Output only the lines below from the one containing "pinky dip: (167, 187)" to the one containing "pinky pip: (203, 90)", exactly as written, both ends kept.
+ + + + +
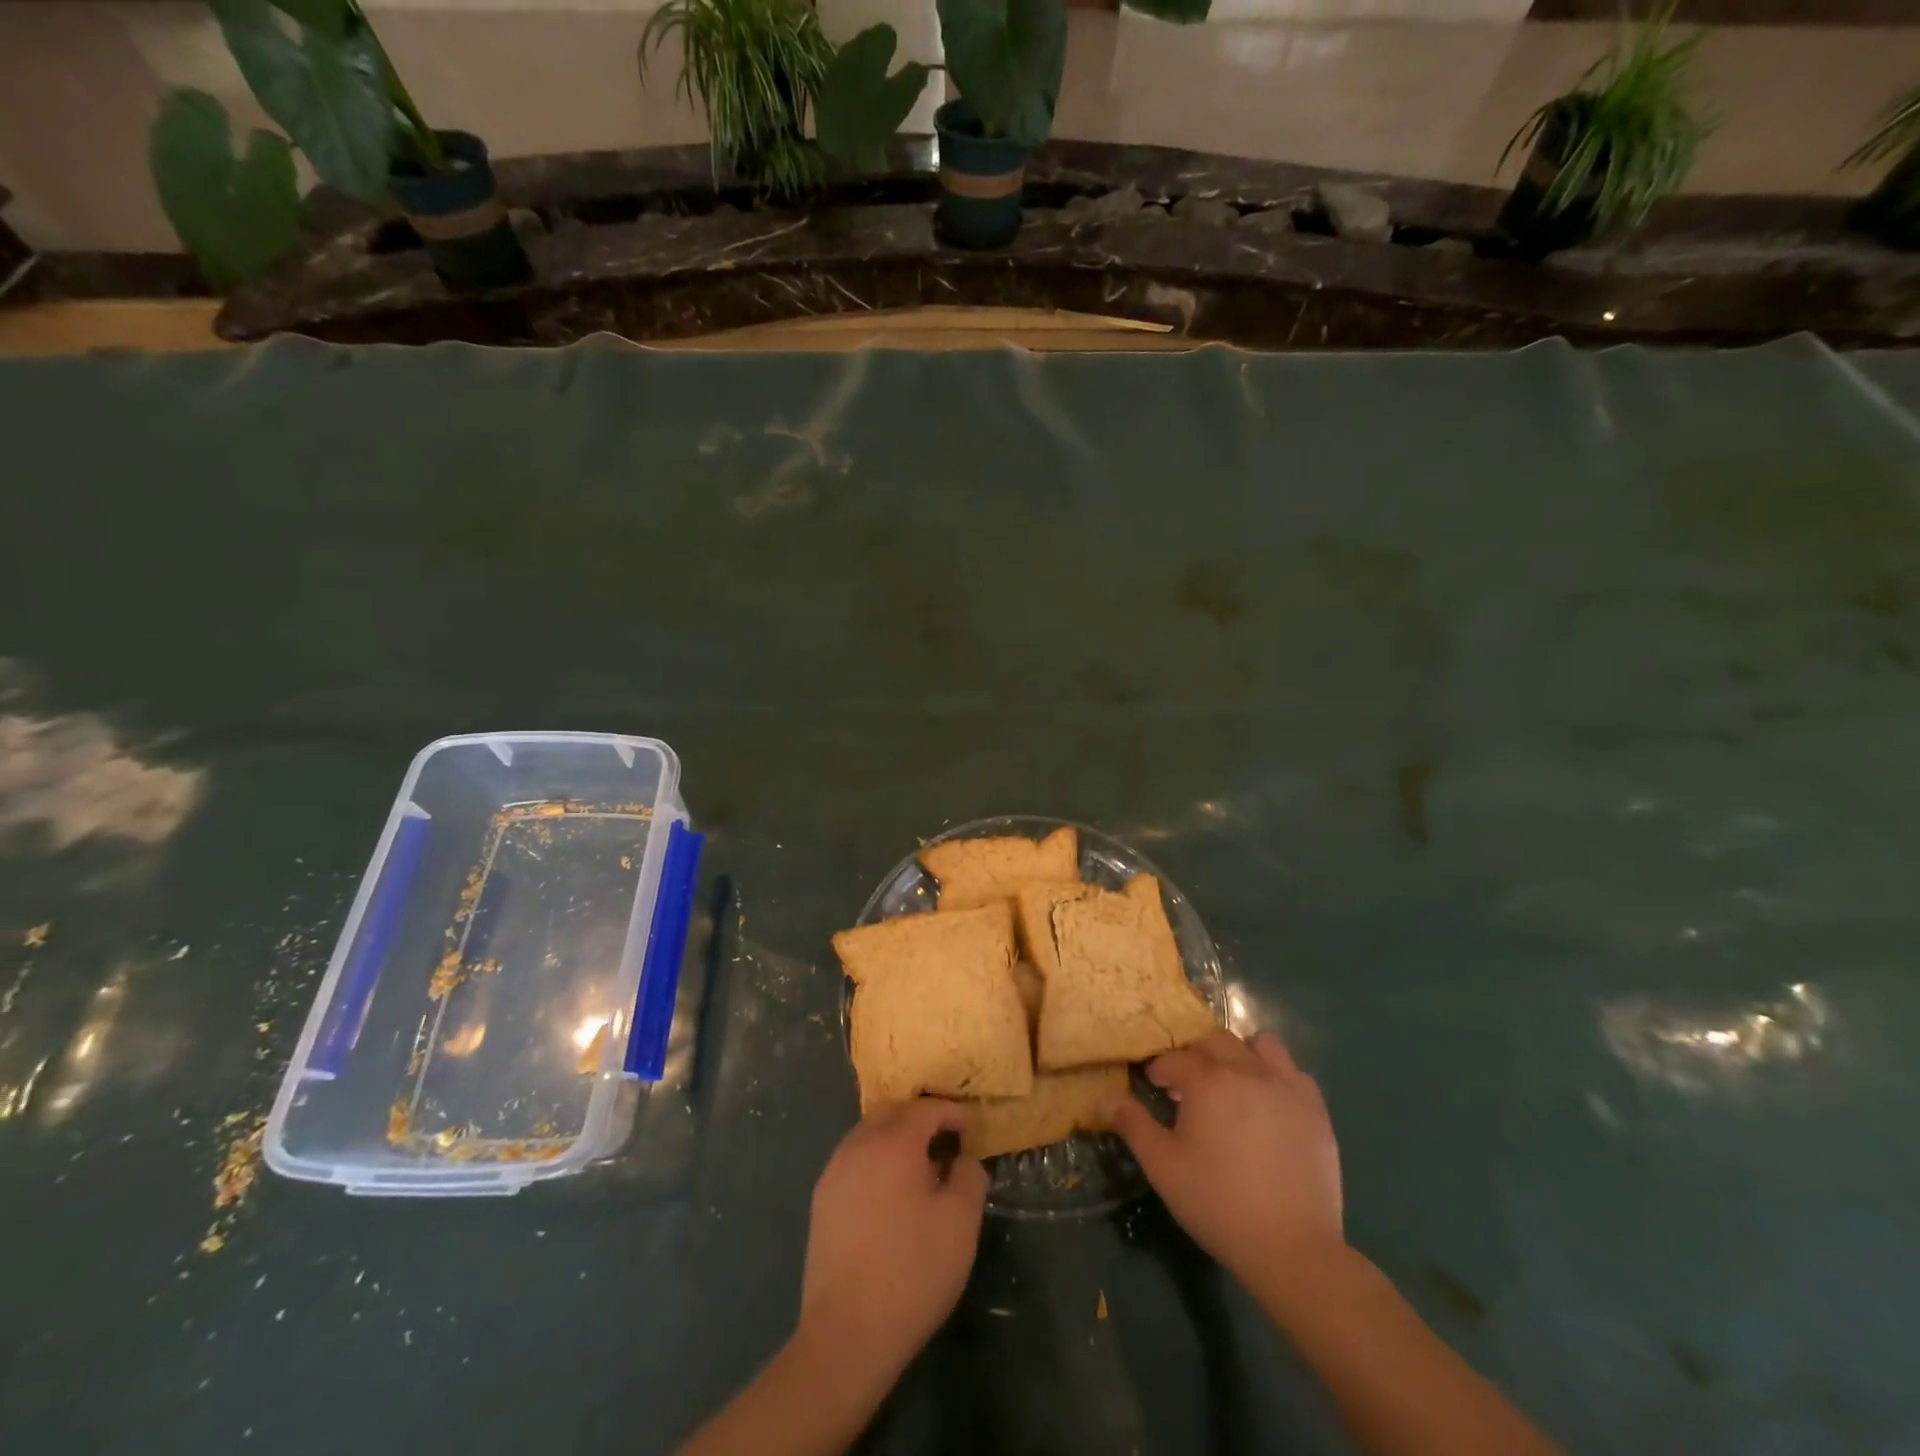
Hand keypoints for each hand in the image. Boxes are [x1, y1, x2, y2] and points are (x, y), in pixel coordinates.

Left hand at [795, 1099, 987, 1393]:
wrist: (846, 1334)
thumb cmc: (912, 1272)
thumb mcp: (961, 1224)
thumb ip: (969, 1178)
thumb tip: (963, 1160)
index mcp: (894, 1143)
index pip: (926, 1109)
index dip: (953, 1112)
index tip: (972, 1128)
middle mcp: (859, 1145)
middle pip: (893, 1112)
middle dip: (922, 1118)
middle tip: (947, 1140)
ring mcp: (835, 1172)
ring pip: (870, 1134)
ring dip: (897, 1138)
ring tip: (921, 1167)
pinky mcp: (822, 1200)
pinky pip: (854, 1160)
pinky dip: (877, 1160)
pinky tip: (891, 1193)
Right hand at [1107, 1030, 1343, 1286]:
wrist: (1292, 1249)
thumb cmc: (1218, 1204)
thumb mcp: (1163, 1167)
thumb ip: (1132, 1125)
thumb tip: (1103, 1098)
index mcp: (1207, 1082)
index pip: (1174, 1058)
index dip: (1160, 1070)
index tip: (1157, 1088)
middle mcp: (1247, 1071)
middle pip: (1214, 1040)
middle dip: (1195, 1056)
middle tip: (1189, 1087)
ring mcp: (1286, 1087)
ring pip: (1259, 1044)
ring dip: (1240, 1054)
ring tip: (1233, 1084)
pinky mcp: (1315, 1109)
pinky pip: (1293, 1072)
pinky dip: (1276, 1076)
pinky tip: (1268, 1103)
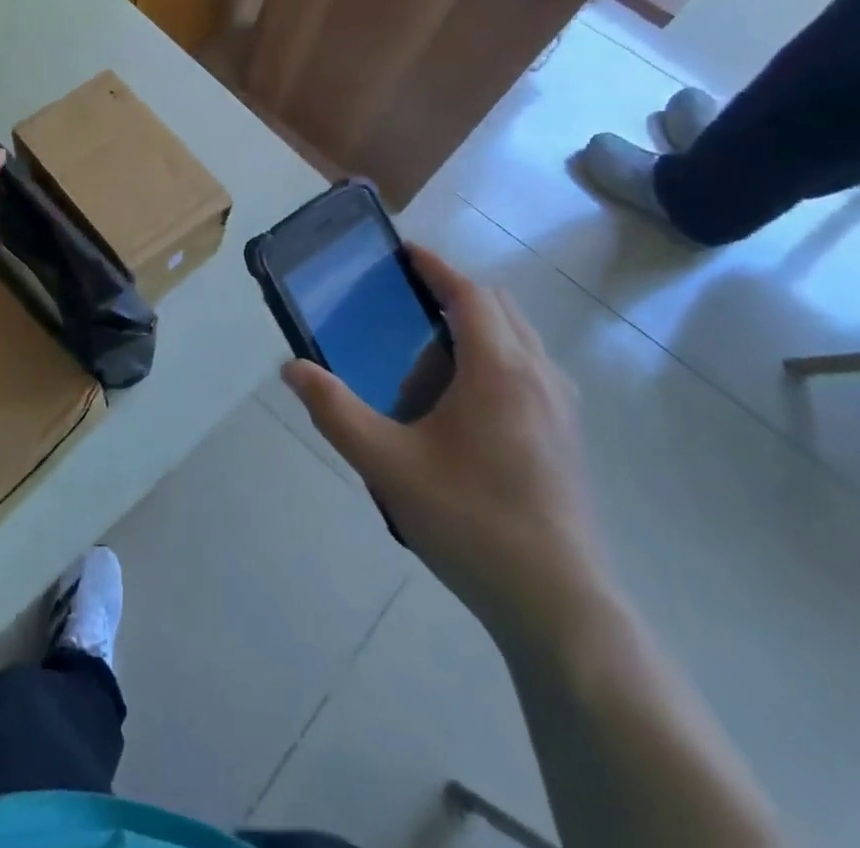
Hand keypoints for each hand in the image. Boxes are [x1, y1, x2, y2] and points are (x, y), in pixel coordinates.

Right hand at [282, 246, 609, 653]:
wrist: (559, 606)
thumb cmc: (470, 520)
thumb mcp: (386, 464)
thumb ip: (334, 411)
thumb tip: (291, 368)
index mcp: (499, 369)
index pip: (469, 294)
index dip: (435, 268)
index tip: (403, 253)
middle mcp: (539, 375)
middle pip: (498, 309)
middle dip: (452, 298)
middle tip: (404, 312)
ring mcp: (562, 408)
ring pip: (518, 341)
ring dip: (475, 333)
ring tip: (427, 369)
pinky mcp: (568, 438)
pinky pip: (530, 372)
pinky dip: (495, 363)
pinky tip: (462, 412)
+ + + + +
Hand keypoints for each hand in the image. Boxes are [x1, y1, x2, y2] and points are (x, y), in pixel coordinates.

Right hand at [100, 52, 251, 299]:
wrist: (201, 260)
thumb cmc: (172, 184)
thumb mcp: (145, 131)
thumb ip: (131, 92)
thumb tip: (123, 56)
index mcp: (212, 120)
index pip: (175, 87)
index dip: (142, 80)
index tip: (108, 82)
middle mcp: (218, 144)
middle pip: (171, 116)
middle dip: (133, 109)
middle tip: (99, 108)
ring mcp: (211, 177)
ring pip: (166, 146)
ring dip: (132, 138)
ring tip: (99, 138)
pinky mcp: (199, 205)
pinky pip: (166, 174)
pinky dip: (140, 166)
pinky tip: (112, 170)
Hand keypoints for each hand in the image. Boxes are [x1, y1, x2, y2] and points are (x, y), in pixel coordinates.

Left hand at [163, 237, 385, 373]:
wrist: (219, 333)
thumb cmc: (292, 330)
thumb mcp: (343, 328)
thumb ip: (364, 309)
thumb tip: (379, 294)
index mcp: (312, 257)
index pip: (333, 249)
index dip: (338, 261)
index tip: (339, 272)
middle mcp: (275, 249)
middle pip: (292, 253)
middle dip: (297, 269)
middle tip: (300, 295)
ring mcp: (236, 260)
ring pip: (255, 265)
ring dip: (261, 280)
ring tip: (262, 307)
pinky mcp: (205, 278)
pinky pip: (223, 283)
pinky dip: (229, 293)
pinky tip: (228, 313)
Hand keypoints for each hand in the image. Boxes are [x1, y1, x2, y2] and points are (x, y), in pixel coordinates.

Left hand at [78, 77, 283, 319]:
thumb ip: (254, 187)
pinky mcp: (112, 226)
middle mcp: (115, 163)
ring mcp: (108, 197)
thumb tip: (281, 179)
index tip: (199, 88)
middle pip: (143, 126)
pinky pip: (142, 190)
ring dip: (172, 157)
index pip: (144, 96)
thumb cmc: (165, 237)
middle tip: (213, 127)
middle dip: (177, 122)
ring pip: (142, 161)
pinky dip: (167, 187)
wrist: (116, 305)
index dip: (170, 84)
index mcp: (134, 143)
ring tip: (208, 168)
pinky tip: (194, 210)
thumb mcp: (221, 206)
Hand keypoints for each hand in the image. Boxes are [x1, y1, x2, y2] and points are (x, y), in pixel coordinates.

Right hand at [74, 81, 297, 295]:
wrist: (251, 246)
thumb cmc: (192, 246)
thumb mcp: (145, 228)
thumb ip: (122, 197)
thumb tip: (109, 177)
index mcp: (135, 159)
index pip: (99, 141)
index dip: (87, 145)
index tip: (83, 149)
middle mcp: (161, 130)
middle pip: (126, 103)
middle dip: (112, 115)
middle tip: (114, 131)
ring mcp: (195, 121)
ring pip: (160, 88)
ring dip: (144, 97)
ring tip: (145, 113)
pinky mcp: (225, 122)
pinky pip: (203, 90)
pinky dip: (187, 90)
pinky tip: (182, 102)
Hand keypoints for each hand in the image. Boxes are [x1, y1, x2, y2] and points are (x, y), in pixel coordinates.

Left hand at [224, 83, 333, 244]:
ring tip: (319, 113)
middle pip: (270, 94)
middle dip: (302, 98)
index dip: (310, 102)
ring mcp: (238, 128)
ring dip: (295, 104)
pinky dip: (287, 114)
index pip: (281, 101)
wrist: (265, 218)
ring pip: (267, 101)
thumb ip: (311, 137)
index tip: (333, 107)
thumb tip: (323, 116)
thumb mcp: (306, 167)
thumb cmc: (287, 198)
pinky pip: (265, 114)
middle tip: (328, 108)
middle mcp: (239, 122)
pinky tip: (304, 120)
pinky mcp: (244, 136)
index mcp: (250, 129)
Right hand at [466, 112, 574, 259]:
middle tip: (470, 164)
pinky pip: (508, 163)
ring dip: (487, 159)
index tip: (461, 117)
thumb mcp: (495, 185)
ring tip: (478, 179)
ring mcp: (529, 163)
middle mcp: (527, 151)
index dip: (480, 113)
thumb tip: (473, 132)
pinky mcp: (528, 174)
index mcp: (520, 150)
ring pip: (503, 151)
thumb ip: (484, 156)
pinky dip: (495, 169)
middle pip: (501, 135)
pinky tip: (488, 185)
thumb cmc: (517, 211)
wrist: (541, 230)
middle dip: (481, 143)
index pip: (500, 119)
+ + + + +
COMPLETED EXERCISE:
pinky dip: (167, 187)
wrist: (116, 305)
index dip: (170, 84)
index mcp: (134, 143)
ring tip: (208, 168)
pinky tip: (194, 210)
thumb mcp: (221, 206)
Hand keypoints for each hand in the image. Boxes are [x1, y1, x2, y2] and points are (x, y), in pixel coordinates.

Right hand at [74, 81, 297, 295]:
wrist: (251, 246)
thumb cmc: (192, 246)
thumb mcp: (145, 228)
thumb ip: (122, 197)
thumb tip: (109, 177)
index mcp: (135, 159)
index pip: (99, 141)
index dip: (87, 145)
index tip: (83, 149)
middle mcp: (161, 130)
middle pip: (126, 103)
middle dip: (112, 115)
middle tip: (114, 131)
ring mcp: (195, 121)
ring pip: (160, 88)
ring dip: (144, 97)
ring tip: (145, 113)
pinky mcp: (225, 122)
pinky pip: (203, 90)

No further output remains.